Copy exactly every line below, from the first through the one that contains "auto Q=[&](float x, float", and skip all pictures.
--- START ---
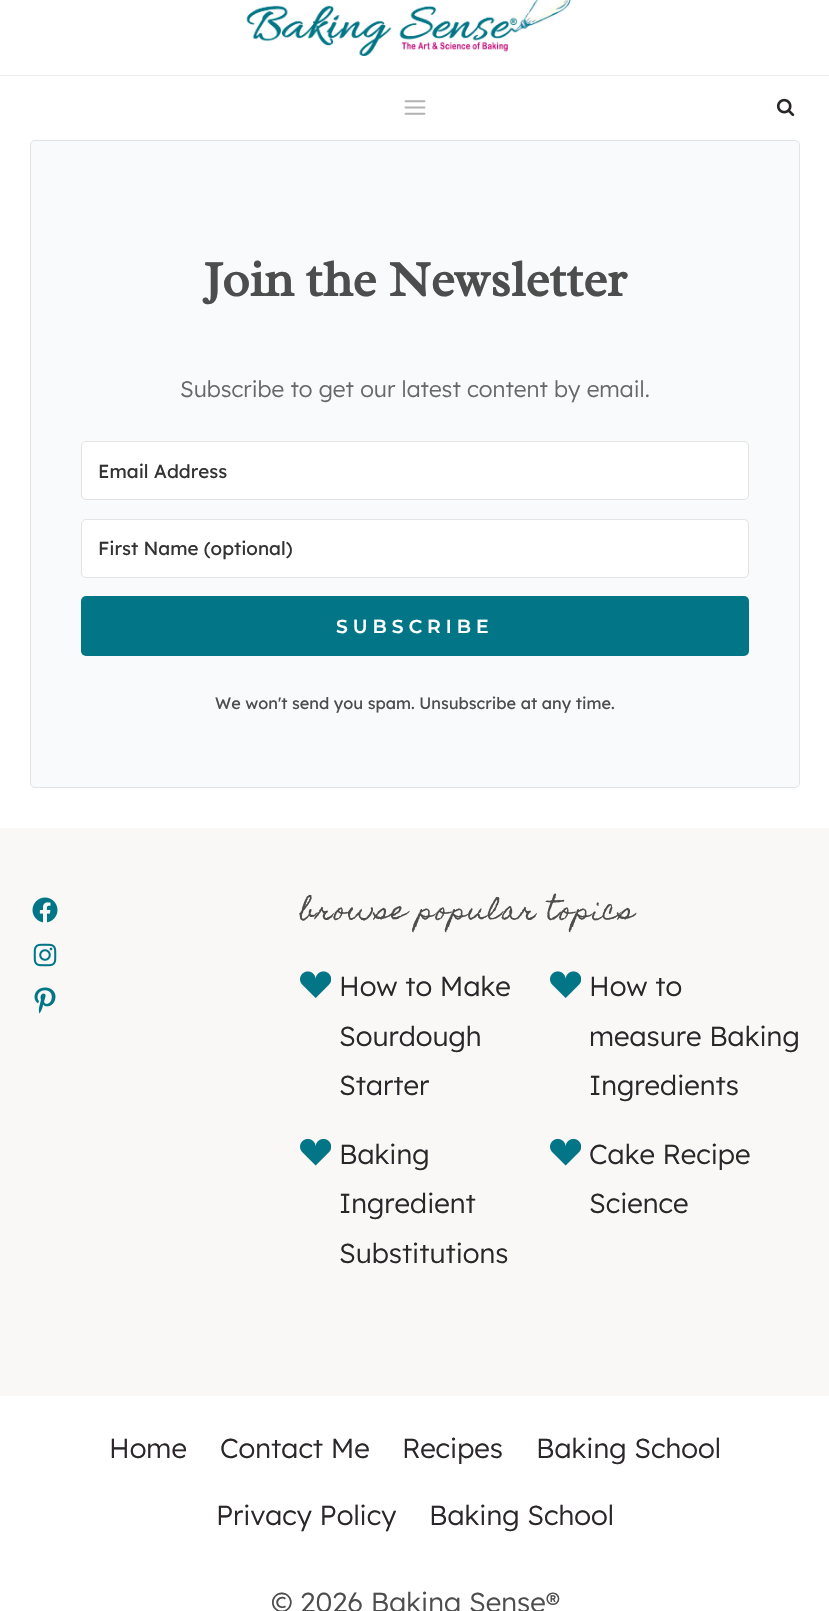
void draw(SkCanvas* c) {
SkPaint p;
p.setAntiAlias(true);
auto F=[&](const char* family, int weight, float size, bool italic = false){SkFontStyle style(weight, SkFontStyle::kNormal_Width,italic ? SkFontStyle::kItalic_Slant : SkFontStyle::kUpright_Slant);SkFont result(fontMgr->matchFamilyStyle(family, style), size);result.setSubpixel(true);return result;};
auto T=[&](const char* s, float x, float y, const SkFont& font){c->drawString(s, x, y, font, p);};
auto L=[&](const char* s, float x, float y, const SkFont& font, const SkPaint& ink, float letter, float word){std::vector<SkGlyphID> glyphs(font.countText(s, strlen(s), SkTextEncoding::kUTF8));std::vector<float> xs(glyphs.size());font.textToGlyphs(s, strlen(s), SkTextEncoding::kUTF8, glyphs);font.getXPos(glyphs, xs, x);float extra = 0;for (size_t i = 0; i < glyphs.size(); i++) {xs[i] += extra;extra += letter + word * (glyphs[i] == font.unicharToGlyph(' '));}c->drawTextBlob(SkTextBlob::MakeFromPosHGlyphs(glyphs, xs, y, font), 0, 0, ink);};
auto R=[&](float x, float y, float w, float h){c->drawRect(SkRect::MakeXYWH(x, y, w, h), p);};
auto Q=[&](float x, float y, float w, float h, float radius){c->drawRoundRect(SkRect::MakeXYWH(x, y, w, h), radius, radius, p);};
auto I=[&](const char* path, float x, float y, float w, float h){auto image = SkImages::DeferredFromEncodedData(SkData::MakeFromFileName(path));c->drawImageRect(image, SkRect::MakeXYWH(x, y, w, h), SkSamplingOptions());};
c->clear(0xffffffff);
p.setColor(0xffebebeb);
R(0,75,829,1);
I("1.png",246,0,325,56);
I("2.png",404,100,22,15);
I("3.png",776,98,19,18);
p.setColor(0xfff9fafb);
c->drawRoundRect(SkRect::MakeXYWH(30.5,140.5,769,647),4.5,4.5,p);
p.setStroke(true);
p.setStrokeWidth(1);
p.setColor(0xffe3e3e3);
c->drawRoundRect(SkRect::MakeXYWH(30.5,140.5,769,647),4.5,4.5,p);
auto f1 = F("Radley",700,50.6);
p.setStroke(false);
p.setColor(0xff4d4d4d);
T("Join the Newsletter",204,296,f1);
auto f2 = F("Lexend",300,22.5);
p.setColor(0xff686868);
T("Subscribe to get our latest content by email.",180,397,f2);
p.setColor(0xffffffff);
c->drawRoundRect(SkRect::MakeXYWH(81.5,441.5,667,58),4.5,4.5,p);
p.setStroke(true);
p.setColor(0xffe3e3e3);
c->drawRoundRect(SkRect::MakeXYWH(81.5,441.5,667,58),4.5,4.5,p);
auto f3 = F("Lexend",400,18.75);
p.setStroke(false);
p.setColor(0xff333333);
T("Email Address",98,478,f3);
p.setColor(0xffffffff);
c->drawRoundRect(SkRect::MakeXYWH(81.5,519.5,667,58),4.5,4.5,p);
p.setStroke(true);
p.setColor(0xffe3e3e3);
c->drawRoundRect(SkRect::MakeXYWH(81.5,519.5,667,58),4.5,4.5,p);
p.setStroke(false);
p.setColor(0xff333333);
T("First Name (optional)",98,555,f3);
p.setColor(0xff027687);
Q(81,596,668,60,5);
auto f4 = F("Montserrat",100,18.75);
p.setColor(0xffffffff);
L("SUBSCRIBE",336,633,f4,p,5,0);
auto f5 = F("Lexend",400,16.25);
p.setColor(0xff4d4d4d);
T("We won't send you spam. Unsubscribe at any time.",215,709,f5);
p.setColor(0xfff9f8f6);
R(0,828,829,568);
I("4.png",32,897,26,26);
I("5.png",33,943,24,24);
I("6.png",34,987,22,27);
auto f6 = F("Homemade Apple",400,25);
p.setColor(0xff4d4d4d);
L("browse popular topics",300,919,f6,p,1.25,0);
I("7.png",300,971,31,27);
auto f7 = F("Lexend",300,27.5);
p.setColor(0xff2a262a);
T("How to Make",339,996,f7);
T("Sourdough",339,1046,f7);
T("Starter",339,1095,f7);
I("7.png",550,971,31,27);
T("How to",589,996,f7);
T("measure Baking",589,1046,f7);
T("Ingredients",589,1095,f7);
I("8.png",300,1138,31,28);
T("Baking",339,1164,f7);
T("Ingredient",339,1213,f7);
T("Substitutions",339,1263,f7);
I("8.png",550,1138,31,28);
T("Cake Recipe",589,1164,f7);
T("Science",589,1213,f7);
T("Home",109,1458,f7);
T("Contact Me",220,1458,f7);
T("Recipes",402,1458,f7);
T("Baking School",536,1458,f7);
T("Privacy Policy",216,1525,f7);
T("Baking School",429,1525,f7);
p.setColor(0xff4d4d4d);
T("© 2026 Baking Sense®",271,1612,f7);
}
--- END ---
__The completed task__:
void draw(SkCanvas* c) {
SkPaint p;
p.setAntiAlias(true);
auto F=[&](const char* family, int weight, float size, bool italic = false){SkFontStyle style(weight, SkFontStyle::kNormal_Width,italic ? SkFontStyle::kItalic_Slant : SkFontStyle::kUpright_Slant);SkFont result(fontMgr->matchFamilyStyle(family, style), size);result.setSubpixel(true);return result;};
auto T=[&](const char* s, float x, float y, const SkFont& font){c->drawString(s, x, y, font, p);};
auto L=[&](const char* s, float x, float y, const SkFont& font, const SkPaint& ink, float letter, float word){std::vector<SkGlyphID> glyphs(font.countText(s, strlen(s), SkTextEncoding::kUTF8));std::vector<float> xs(glyphs.size());font.textToGlyphs(s, strlen(s), SkTextEncoding::kUTF8, glyphs);font.getXPos(glyphs, xs, x);float extra = 0;for (size_t i = 0; i < glyphs.size(); i++) {xs[i] += extra;extra += letter + word * (glyphs[i] == font.unicharToGlyph(' '));}c->drawTextBlob(SkTextBlob::MakeFromPosHGlyphs(glyphs, xs, y, font), 0, 0, ink);};
auto R=[&](float x, float y, float w, float h){c->drawRect(SkRect::MakeXYWH(x, y, w, h), p);};
auto Q=[&](float x, float y, float w, float h, float radius){c->drawRoundRect(SkRect::MakeXYWH(x, y, w, h), radius, radius, p);};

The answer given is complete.